Motive can be accounted for by the potential that Culture B ways of thinking bring to control, dominate, and - most significantly - profit from Culture A individuals. I will leave the identity of the perpetrators and judgement as to whether it is accidental or purposeful as an exercise for the reader.
You have your theoretical foundation layed out....and I know from my experience that this piece will grow in depth of detail around explaining the theory, empirical support for it and by real world examples or events that display the theory in action serving to convince the reader of your argument
and simplifying it for those lacking a little bit in prior knowledge of these concepts .....there are a lot of exciting tantalising ideas here for you build out, so you have my eager attention as the reader now....
I like the easy flow and the tone....as you add detail and examples it will get a lot bigger but that is a good thing because it will guide the reader more slowly through each point allowing greater absorption of the idea... which they will need (I assume?) to understand the following ideas.
I don't know your pace, but I'd like to see where this is in a few weeks.....this is good stuff, go all in on theory and anticipate the challenges to it as u go and counter them
I like your distinction. And I agree gree with your conclusion that, with regards to human beings, there are “no biologically deterministic” cultures.
However, I think you do yourself a disservice by not referencing environmental factors that contribute and serve as incentives for particular cultures to develop. For example, it is not a novel observation that Culture B has developed in the difficult climates of northern Europe where the lack of self-awareness and hasty anti-social behavior means the end of a division of labor, and thus a certain death for that civilization. And, that Culture A is more closely associated with tropical environments, where feeding yourself is a simple as picking up a coconut that’s fallen from a tree. In B, respect for property rights is fundamentally necessary. In A, if you have impulsive behavior, and are shunned by those around you, you will certainly not starve, or die from a cold winter if you have no shelter.
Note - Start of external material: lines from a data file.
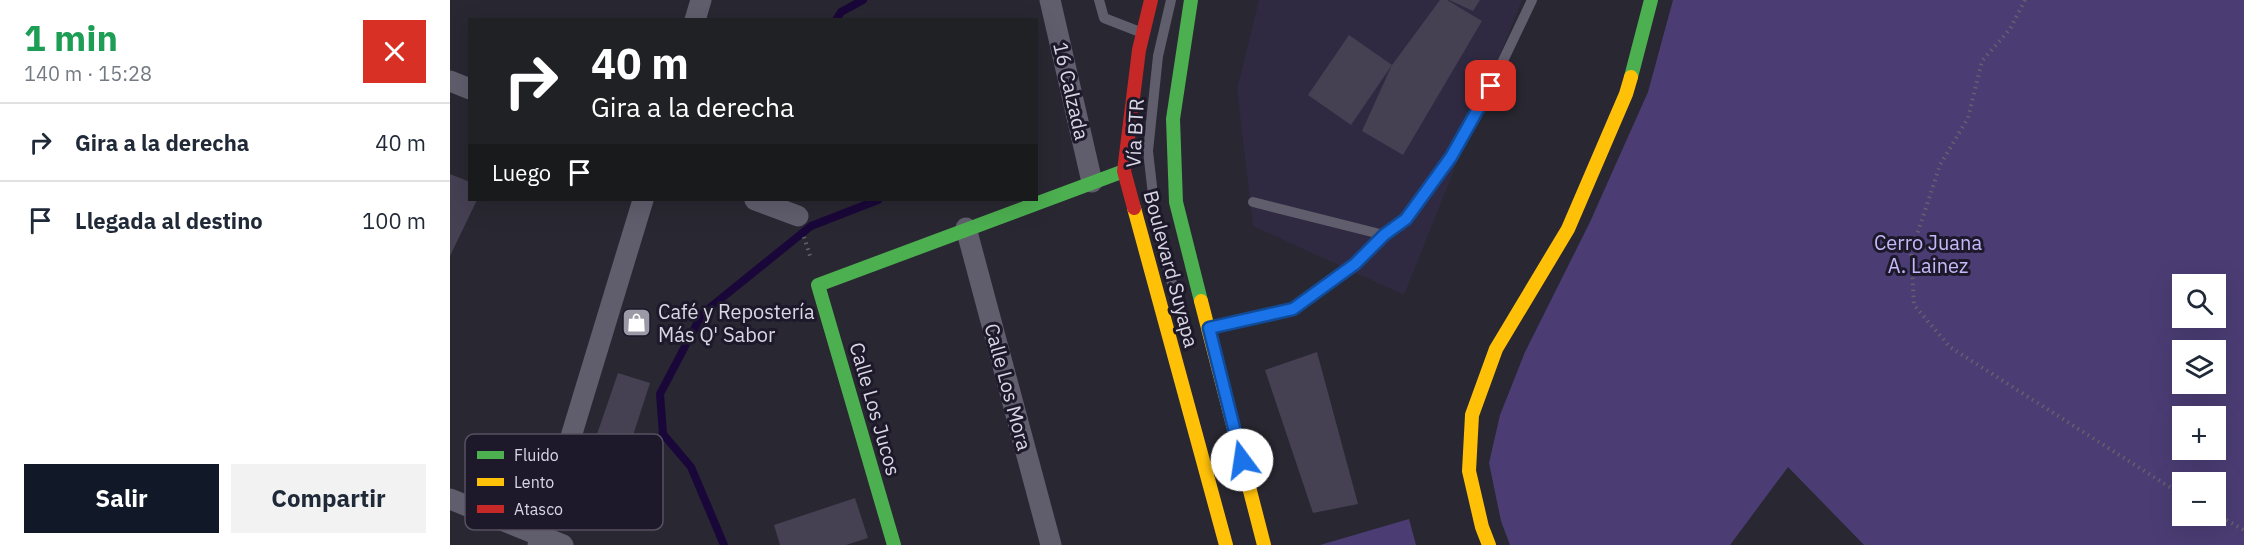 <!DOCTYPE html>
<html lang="es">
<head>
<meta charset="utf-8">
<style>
	body { margin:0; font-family:"IBM Plex Sans",sans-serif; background:#f2f2f3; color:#1f2937; height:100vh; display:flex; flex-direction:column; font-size:22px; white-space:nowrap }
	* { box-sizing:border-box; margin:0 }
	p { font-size:20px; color:#747a83 }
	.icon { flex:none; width:33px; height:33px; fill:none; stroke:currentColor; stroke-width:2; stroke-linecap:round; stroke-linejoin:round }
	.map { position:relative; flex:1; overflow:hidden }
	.sheet { display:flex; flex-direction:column; background:#fff; width:450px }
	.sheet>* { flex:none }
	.guide { position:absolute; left:18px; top:18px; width:570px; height:183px; border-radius:0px; box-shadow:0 6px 24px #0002; background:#202124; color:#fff; overflow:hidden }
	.tools { position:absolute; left:1722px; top:274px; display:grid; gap:12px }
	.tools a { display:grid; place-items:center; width:54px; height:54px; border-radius:0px; background:#fff; box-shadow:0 6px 24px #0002; font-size:30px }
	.pin { position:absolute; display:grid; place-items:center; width:51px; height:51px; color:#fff; margin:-26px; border-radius:12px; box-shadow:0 3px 9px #0006 }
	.me { position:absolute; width:66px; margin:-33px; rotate:346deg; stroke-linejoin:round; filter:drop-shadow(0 0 4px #0008) }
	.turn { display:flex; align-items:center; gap:21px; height:126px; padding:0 24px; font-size:27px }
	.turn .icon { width:78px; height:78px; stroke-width:2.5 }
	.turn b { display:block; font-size:42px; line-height:51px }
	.then { display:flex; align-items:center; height:57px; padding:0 24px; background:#0003; gap:12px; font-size:22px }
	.round { display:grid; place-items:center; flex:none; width:63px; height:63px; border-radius:0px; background:#f2f2f3 }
	.summary { display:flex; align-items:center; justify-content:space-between; height:102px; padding:0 24px }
	h1 { font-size:36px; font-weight:800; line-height:45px; color:#1e9e55 }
	.action { display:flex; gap:12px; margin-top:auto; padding:12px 24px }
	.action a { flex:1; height:69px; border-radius:0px; background:#111827; color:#fff; font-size:24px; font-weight:800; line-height:69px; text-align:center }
	.action a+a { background:#f2f2f3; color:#1f2937 }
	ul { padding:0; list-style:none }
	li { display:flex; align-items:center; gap:18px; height:78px; padding:0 24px; border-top:2px solid #e0e1e3 }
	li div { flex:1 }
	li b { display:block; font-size:22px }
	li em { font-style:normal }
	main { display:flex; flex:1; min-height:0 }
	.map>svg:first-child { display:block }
</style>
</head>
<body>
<main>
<section class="sheet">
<div class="summary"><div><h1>1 min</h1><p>140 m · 15:28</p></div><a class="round" style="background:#d93025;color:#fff"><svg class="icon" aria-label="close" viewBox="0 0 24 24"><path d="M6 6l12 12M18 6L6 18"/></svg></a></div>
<ul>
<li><svg class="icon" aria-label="right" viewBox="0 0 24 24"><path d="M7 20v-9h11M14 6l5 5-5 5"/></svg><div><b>Gira a la derecha</b></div><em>40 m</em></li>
<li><svg class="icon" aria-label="arrive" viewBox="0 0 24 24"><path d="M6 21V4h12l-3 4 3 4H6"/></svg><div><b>Llegada al destino</b></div><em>100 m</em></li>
</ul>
<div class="action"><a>Salir</a><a>Compartir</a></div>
</section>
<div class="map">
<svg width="1794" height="545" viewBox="0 0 1794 545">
	<rect width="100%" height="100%" fill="#292731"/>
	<path fill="#2f2a41" d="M809,0H1072L954,295L803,226L787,89Z"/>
	<path fill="#4b3d74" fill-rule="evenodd" d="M1223,0H1794V545H1414L1338,467L1280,545H1060L1051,521L1039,463L1050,415L1075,352L1140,222L1198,92ZM1732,285H1766V318H1732ZM1732,351H1766V384H1732ZM1732,417H1766V450H1732ZM1732,483H1766V516H1732Z
		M959,519L966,545H870Z"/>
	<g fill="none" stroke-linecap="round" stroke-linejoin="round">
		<path stroke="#1a0739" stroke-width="8" d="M386,20L391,12L413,0
			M274,545L241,467L213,434L210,394L252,314L361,226L428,200"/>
	</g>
	<path fill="#454052" d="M990,0H997L1032,21L953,155L912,131L942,65Z
		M999,0H1030L1023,11Z
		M899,35L942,65L901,125L858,95Z
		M0,174L20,182V200H27L0,256Z
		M867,352L908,504L863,513L815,370Z
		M168,373L200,383L178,451L145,440Z
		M405,498L418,538L396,545H330L324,525Z"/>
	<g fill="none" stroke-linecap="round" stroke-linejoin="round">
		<path stroke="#63616d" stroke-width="4" stroke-dasharray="1.5 4.5" stroke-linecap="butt" d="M1575,0L1560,29L1532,61L1518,118L1490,165L1461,253L1464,305L1500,347L1732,495
			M354,237L361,259
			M1766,514L1794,530"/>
		<path stroke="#605d6d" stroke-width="10" d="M649,0L654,18L690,32
			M721,0L708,56L698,151L707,230L737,336
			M803,202L934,235
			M760,327L843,309L905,264L934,235L956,219L1001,157L1041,86L1082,0"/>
		<path stroke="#605d6d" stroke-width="21" d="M600,0L642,182
			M245,20L251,0
			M0,81L20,89
			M305,200L348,216
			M516,228L601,545
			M0,499L113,545
			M88,545L193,200"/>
		<path stroke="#4caf50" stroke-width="14" d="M741,0L723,119L726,202L751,301
			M1181,77L1201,0
			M444,545L368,285L674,171"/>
		<path stroke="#ffc107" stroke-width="14" d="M684,208L776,545
			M751,301L814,545
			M1039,545L1032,527L1019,471L1022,415L1046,349L1118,229L1176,94L1181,77"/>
		<path stroke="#c62828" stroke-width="14" d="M684,208L674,171L689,50L701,0"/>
	</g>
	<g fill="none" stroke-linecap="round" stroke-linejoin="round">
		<defs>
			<path id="route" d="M792,460L759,328L843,309L905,264L934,235L956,219L1001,157L1041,86"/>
		</defs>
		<use href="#route" stroke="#114b97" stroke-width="15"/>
		<use href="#route" stroke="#1a73e8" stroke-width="10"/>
	</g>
	<defs>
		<symbol id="shop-square" viewBox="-11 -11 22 22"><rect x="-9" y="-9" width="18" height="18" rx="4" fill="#9b99a5" stroke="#1d192b"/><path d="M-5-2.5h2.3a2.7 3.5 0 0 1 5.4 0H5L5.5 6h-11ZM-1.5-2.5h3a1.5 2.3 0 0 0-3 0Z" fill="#fff"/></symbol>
	</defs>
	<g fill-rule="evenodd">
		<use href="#shop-square" x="170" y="306" width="33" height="33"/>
	</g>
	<g text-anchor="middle" stroke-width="6" stroke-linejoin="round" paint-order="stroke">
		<g font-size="20" fill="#d9d7e4" stroke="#1d192b">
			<text transform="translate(621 91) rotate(77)" y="7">16 Calzada</text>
			<text transform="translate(685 133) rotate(-87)" y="7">Vía BTR</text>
			<text transform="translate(721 269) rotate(75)" y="7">Boulevard Suyapa</text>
			<text transform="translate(558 387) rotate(75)" y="7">Calle Los Mora</text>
			<text transform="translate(425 409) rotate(74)" y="7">Calle Los Jucos</text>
		</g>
		<g font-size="20" fill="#c5b9f9" stroke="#1d192b">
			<text x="1478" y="250">Cerro Juana<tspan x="1478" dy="23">A. Lainez</tspan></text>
		</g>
		<g font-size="20" fill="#d9d7e4" stroke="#1d192b" text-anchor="start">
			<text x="208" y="319">Café y Repostería<tspan x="208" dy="23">Más Q' Sabor</tspan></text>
		</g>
	</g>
	<rect x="15" y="434" width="198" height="96" rx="9" fill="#1d192b" stroke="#555262" stroke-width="1.5"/>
	<rect x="27" y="451" width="27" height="8" fill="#4caf50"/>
	<rect x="27" y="478" width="27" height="8" fill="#ffc107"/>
	<rect x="27" y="505" width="27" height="8" fill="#c62828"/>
	<g font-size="16" fill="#d9d7e4">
		<text x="64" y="461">Fluido</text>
		<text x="64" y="488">Lento</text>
		<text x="64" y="515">Atasco</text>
	</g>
</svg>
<div class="tools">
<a><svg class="icon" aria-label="search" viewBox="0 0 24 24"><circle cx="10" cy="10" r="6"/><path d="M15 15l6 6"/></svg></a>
<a><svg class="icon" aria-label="layers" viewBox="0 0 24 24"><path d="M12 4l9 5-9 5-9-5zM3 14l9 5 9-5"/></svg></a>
<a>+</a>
<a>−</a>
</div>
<div class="pin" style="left:1041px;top:86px;background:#d93025"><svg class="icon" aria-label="arrive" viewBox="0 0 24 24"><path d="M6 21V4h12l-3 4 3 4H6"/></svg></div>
<svg class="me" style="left:792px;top:460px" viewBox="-20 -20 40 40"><circle r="19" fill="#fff"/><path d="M0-13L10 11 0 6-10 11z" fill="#1a73e8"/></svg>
<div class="guide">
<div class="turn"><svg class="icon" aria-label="right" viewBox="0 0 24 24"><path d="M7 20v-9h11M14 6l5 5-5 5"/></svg><div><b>40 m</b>Gira a la derecha</div></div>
<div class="then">Luego<svg class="icon" aria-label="arrive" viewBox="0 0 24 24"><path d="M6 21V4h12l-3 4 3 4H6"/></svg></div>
</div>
</div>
</main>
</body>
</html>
To push the importance of the environmental factors, consider the literature on eye color. Since the late 1970s, it has been well documented that eye color is a characteristic in the animal kingdom if you use the same distinctions that you made for Culture A and B. Dark-colored eyes are associated with fast reaction times, and a low propensity for analytical thinking. Light-colored eyes, such as those in wolves, are associated with slower reaction times, more cunning thinking, high focus on child nurture, and pair-bonding. https://www.amazon.com/gp/product/1583485686/ref=ppx_yo_dt_b_search_asin_title?ie=UTF8&psc=1
With all that said, I want to emphasize that I do not think that genetics determine what culture any group will fall into, but rather that genetics adapt (starting with the brain, which is the fasted adapting organ in the human body) to the environments which humans choose to live in. And, because harsh environments demand more attention to analytical and abstract thinking, and more importantly to behavior that looks far into the future to anticipate what dangers may come, Culture B will be pretty much a requirement for a society that wishes to survive and prosper.
Consequently, the economic theory of culture is, in my opinion, the superior explanation of causal relations with regards to humans desire to move in the direction of either culture, and biological adaptations by large haplogroups will slow the ability for one group to switch to the opposite culture that suits its respective environment better.